A cable loop is when a power source has a cable that, one way or another, loops back to itself. Note: This only applies to power sources that can actually store power, like a generator or BatBox, MFE, etc. Windmills, Water Wheels, and Solar Panels don't apply, because they do not have internal power storage.
So a very basic example is an MFE with a cable that runs directly from its output slot into any of its input slots.
No Cable Loop
This next pic is NOT a cable loop. Remember, solar panels don't have any internal storage, and IC2 uses smart routing for its energy packets. Because of this, it only sends out energy if there is something that is demanding energy, and only machines with energy storage of some sort will demand energy.
Looping a cable around from an MFE (or similar) like the first picture causes the MFE to demand energy from that line, and the MFE puts out the energy to try and give itself the energy it's requesting. The smart routing only goes so far. The MFE has no knowledge that the machine requesting energy is itself.
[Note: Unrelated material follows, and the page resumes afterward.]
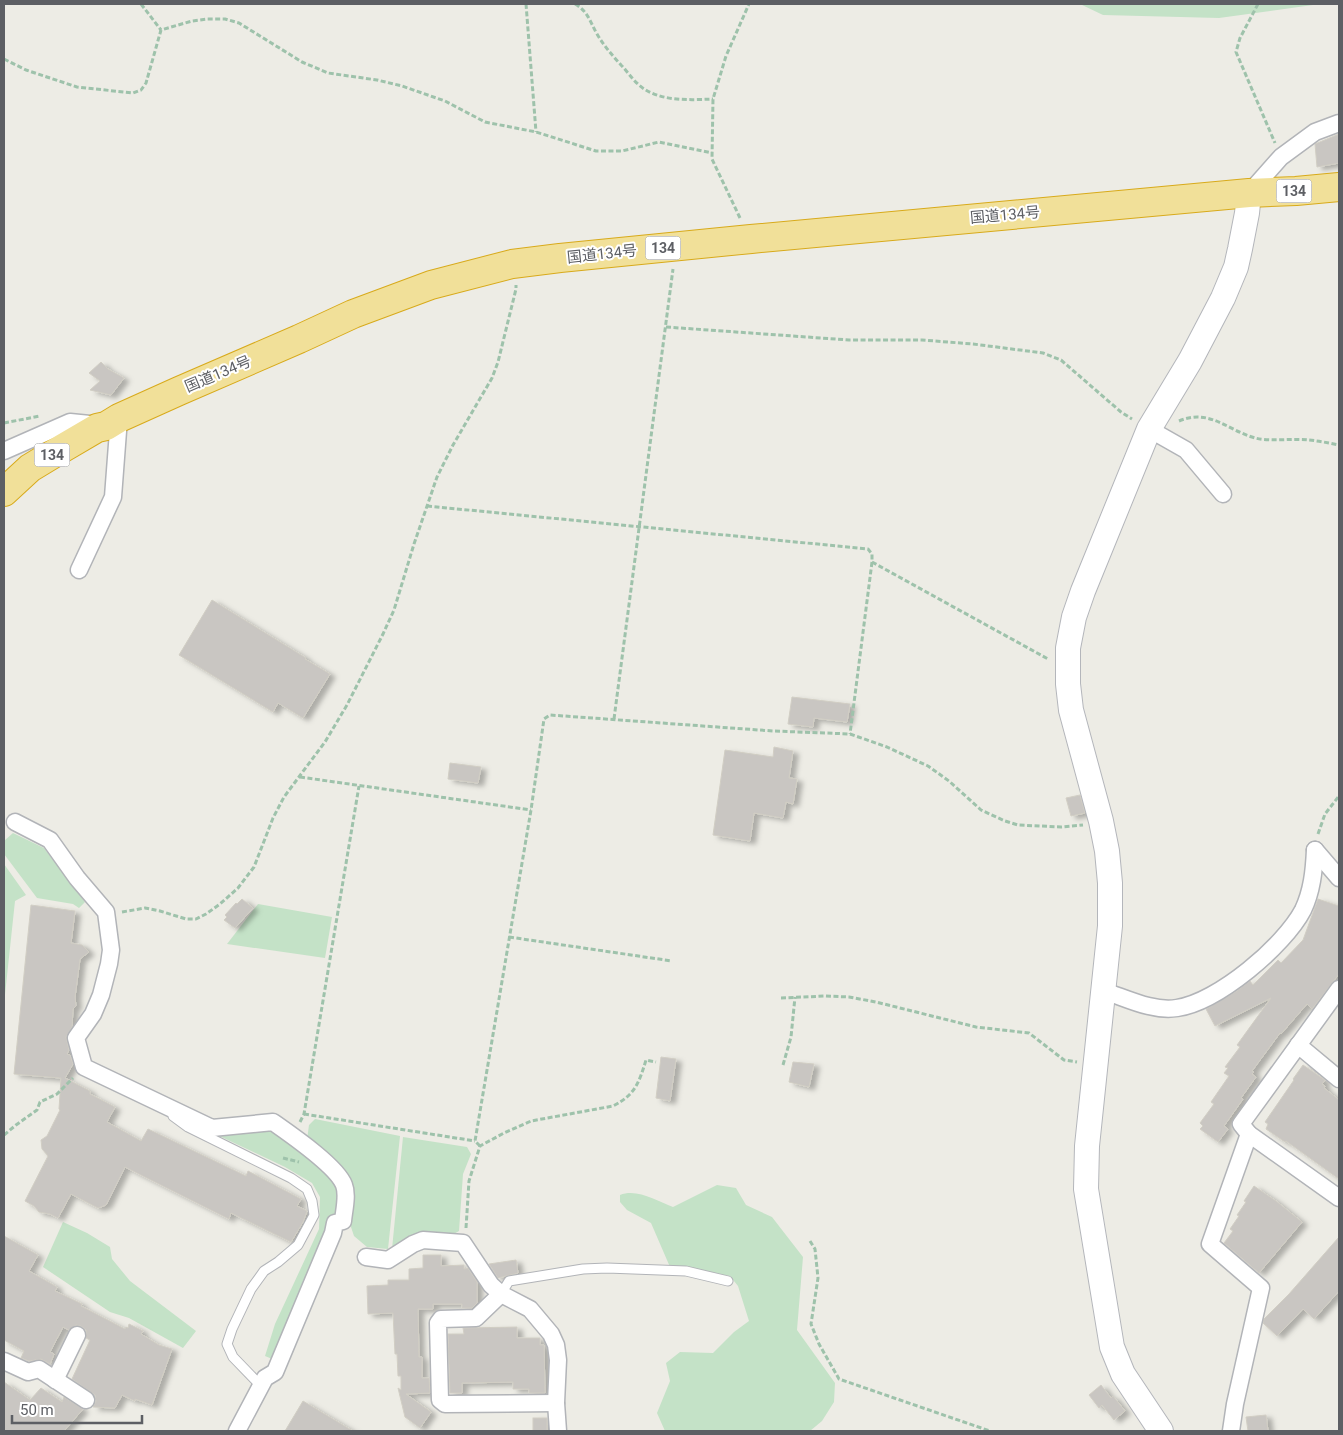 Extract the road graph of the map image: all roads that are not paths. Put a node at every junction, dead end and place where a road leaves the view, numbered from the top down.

Last two important points: Why would someone make a cable loop, and why are they banned? Cable loops are probably made mostly by accident. Like someone runs a cable from their MFE to their devices, then thinks "Hey, it might be a good idea to send any excess energy back to the MFE!" so they loop it back from there. The problem: MFEs don't output energy unless it's being requested, and then they only output the amount requested. There is no excess energy (if I understand this right) to loop back in. All this does is cause the MFE to constantly request energy from itself, even if the machines are off. So don't do that.
And they're banned because of the way energy is transmitted along an IC2 cable. Energy is transmitted in packets, and any wire can hold an infinite number of packets. The differences between the wires is how much energy will be in each packet. For example, tin cabling can only hold 1 EU per packet (IIRC), whereas copper can hold more, and gold more than copper, and so on. Insulating the cable doesn't increase the EU per packet or number of packets; it lowers the rate of decay. Now, the server has to read these packets, and keep track of every packet that travels through every cable, including how much energy is in the packet, how quickly it's decaying, where it's going, and how it's going to get there. If you have a cable loop, that causes the MFE to keep sending packets out that don't really go anywhere except to itself, accomplishing nothing, while adding extra strain on the server. In other words, they cause lag. Case in point: When I was taking that picture up there and trying to get another example, my FPS took a huge hit as my computer tried to keep up with the infinite energy my MFE was requesting from itself. I usually get 25-35FPS, and when I was trying to get more example pics, it dropped to around 7 fps.